Microorganisms isolated in cave help researchers understand antibiotic resistance
Pioneering work being carried out in a cave in New Mexico, by researchers at McMaster University and The University of Akron, is changing the understanding of how antibiotic resistance may have emerged and how doctors can combat it in the future.
In research published in the December 2016 issue of Nature Communications, the scientists examined one bacterium found 1,000 feet underground (called Paenibacillus) that demonstrated resistance to most antibiotics used today, including so-called ‘drugs of last resort’ such as daptomycin. These microorganisms have been isolated from the outside world for more than four million years within the cave.
Dr. Hazel Barton
The results show the bacterium is resistant to 18 different antibiotics, and uses identical methods of defense as similar species found in soils. This suggests that the evolutionary pressure to conserve these resistance genes has existed for millions of years – not just since antibiotics were first use to treat disease.
Still time to develop new drugs
Among the different ways that the bacteria could be resistant antibiotics, the scientists identified five novel pathways that were of potential clinical concern. Finding these new pathways is particularly valuable, as it gives researchers time to develop new drugs to combat this type of resistance, potentially decades before it will become a problem for doctors and their patients.
“We identified some unique mechanisms of resistance that haven’t even emerged in bacteria that make us sick, which is exciting because this means we have time to come up with potential mechanisms of resistance,” stated Dr. Hazel Barton, professor and director of Integrative Bioscience at The University of Akron.
“The diversity of antibiotic resistance and it’s its prevalence in microbes across the globe should be humbling to everyone who uses these lifesaving drugs,” said Gerry Wright, professor and scientific director of McMaster’s Michael G. DeGroote Institute for Infectious Disease Research.
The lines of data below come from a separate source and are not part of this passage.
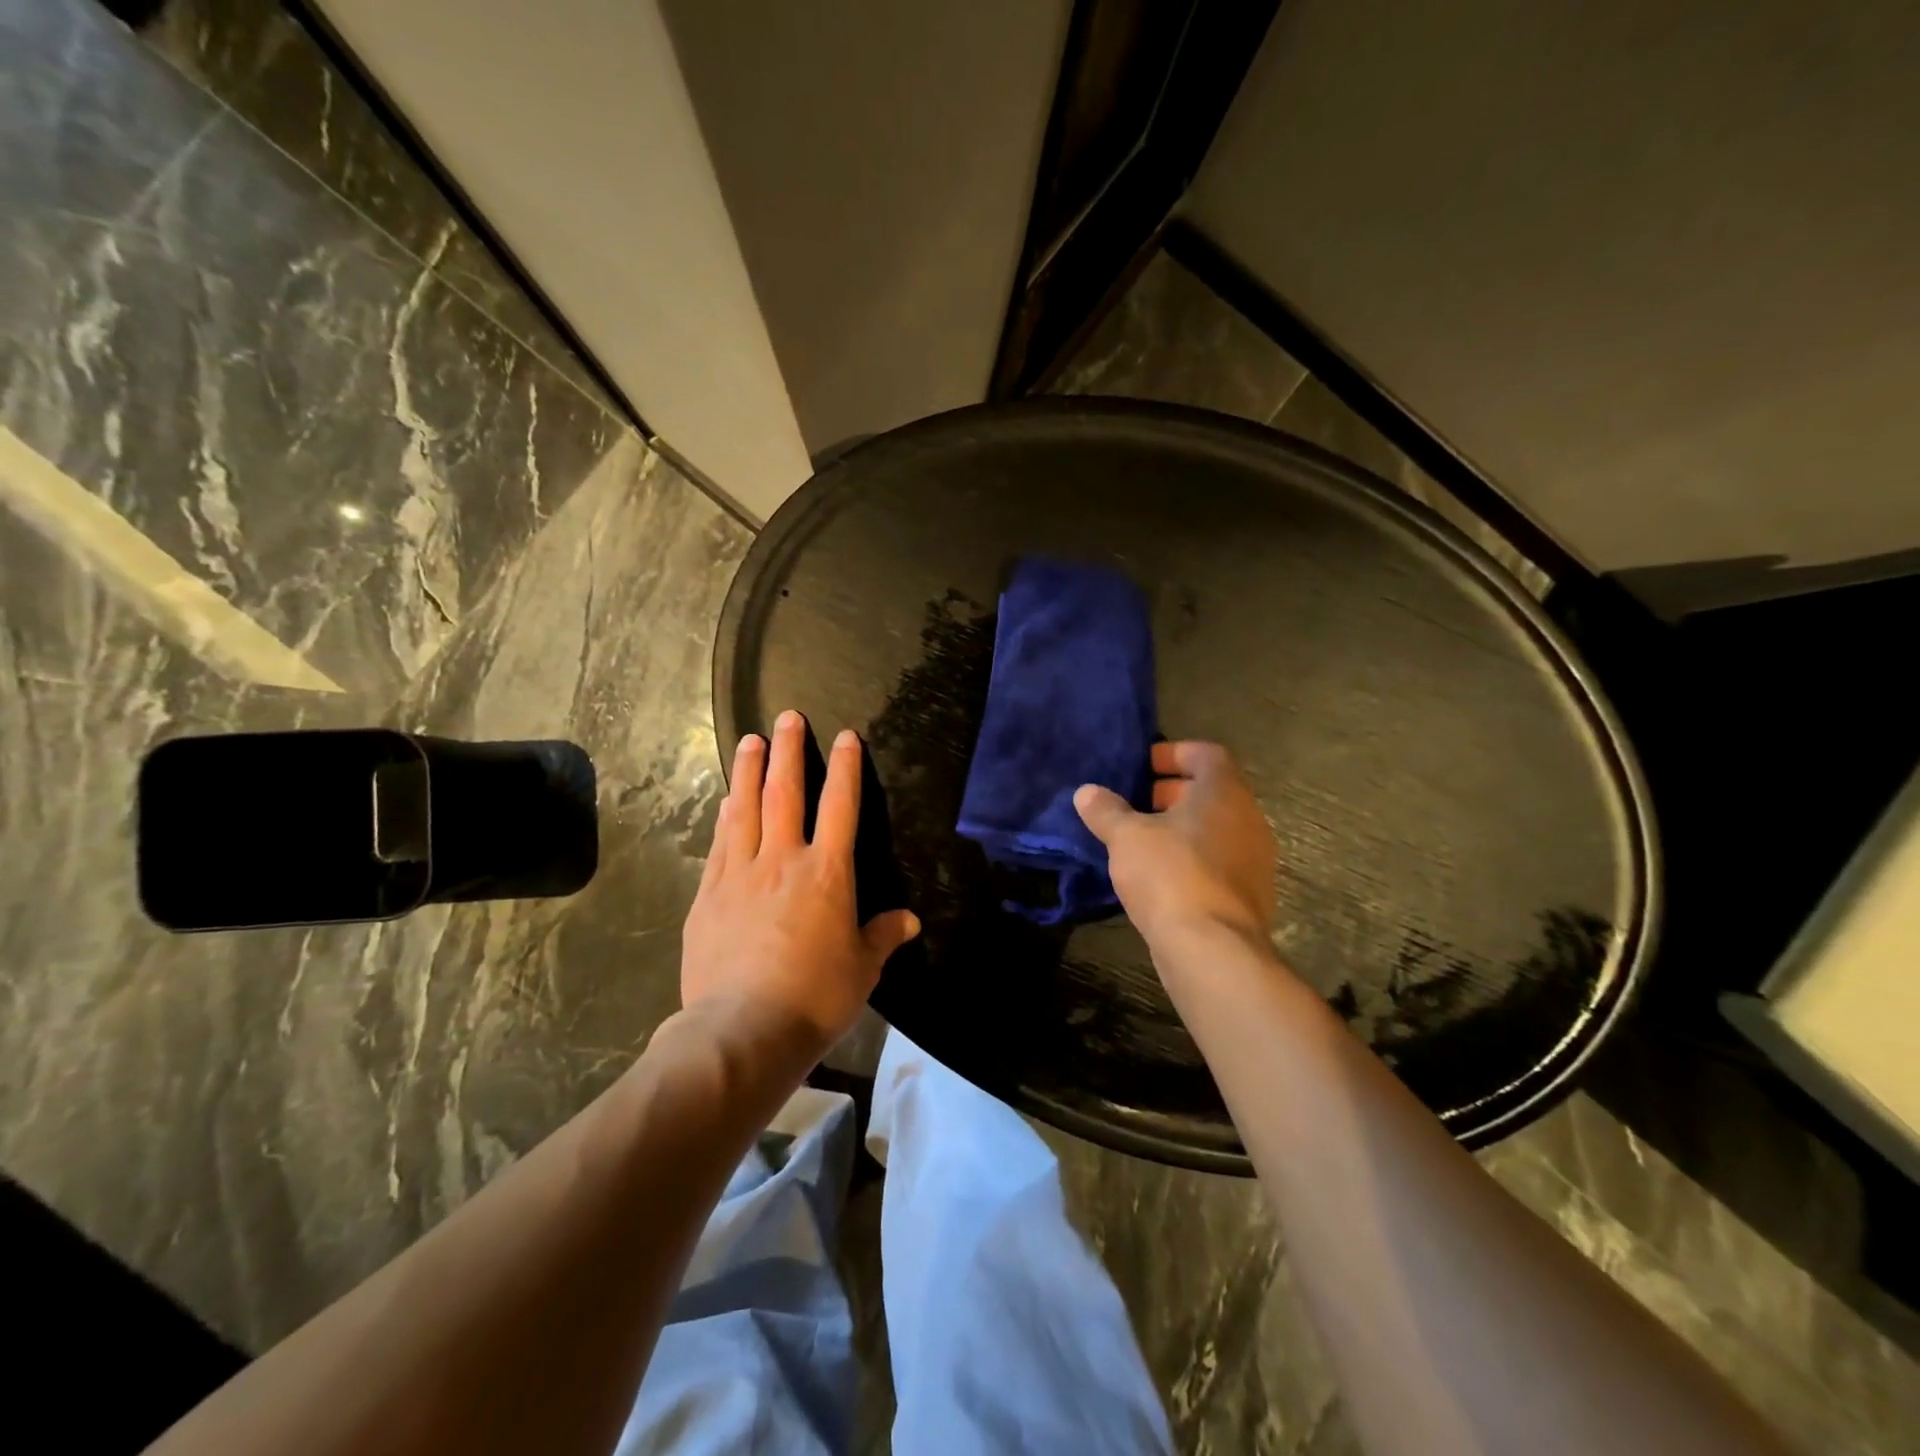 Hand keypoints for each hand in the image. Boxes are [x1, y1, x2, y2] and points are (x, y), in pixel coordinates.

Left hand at [682, 711, 920, 1053]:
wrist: (742, 1029)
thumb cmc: (815, 997)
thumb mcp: (862, 969)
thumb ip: (883, 936)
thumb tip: (908, 920)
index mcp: (827, 873)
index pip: (840, 806)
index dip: (845, 767)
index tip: (844, 736)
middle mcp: (782, 860)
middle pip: (785, 792)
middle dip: (788, 751)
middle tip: (786, 716)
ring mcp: (739, 873)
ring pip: (745, 808)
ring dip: (749, 770)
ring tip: (749, 740)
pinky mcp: (708, 895)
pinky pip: (719, 843)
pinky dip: (725, 816)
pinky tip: (725, 801)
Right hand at [1075, 740, 1275, 950]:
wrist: (1211, 949)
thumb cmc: (1170, 875)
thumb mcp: (1126, 837)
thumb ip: (1106, 810)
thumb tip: (1086, 792)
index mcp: (1224, 793)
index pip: (1207, 754)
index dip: (1174, 753)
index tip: (1143, 766)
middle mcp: (1248, 819)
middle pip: (1212, 791)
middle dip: (1173, 792)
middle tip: (1136, 801)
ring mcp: (1254, 860)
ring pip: (1216, 829)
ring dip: (1181, 828)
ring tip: (1142, 840)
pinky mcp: (1248, 895)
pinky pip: (1218, 861)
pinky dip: (1191, 858)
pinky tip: (1159, 876)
UA's Dr. Hazel Barton is seen here in New Mexico's Lechuguilla Cave during a 2012 expedition. This has been a place isolated from human contact, and it is home to a remarkable prevalence of antibiotic-resistant bacteria. Photo credit: Max Wisshak.
“It reflects the fact that we must understand that antibiotic use and resistance go hand in hand.”
The bacteria were found in Lechuguilla Cave, which is one of the longest caves in the world and deepest in the United States. It is a UNESCO World Heritage Site. Due to the fragile and highly technical nature of the cave, it has been closed to all except a few scientific researchers and cave experts since its original discovery in 1986. This restricted access makes it an ideal environment in which to study how microbes have evolved without the influence of human activity.
Barton explored the cave and cultivated the microbes found in that environment. “Exploring these challenging and remote environments offers a unique opportunity to sample the genetic diversity of microbes untouched by human activity,” she explained.
The researchers had previously worked together in 2012 to examine microorganisms that had been isolated from the outside world for over 4 million years within the cave.
Although use of antibiotics revolutionized the treatment of bacterial infections in the 20th century, overuse of antibiotics has led to the emergence of antibiotic resistance in disease causing bacteria. In the United States, the Centers for Disease Control estimate that more than 20,000 people die each year from otherwise treatable diseases.
Both Health Canada and the U.S. government have released national action plans to address the resistance crisis.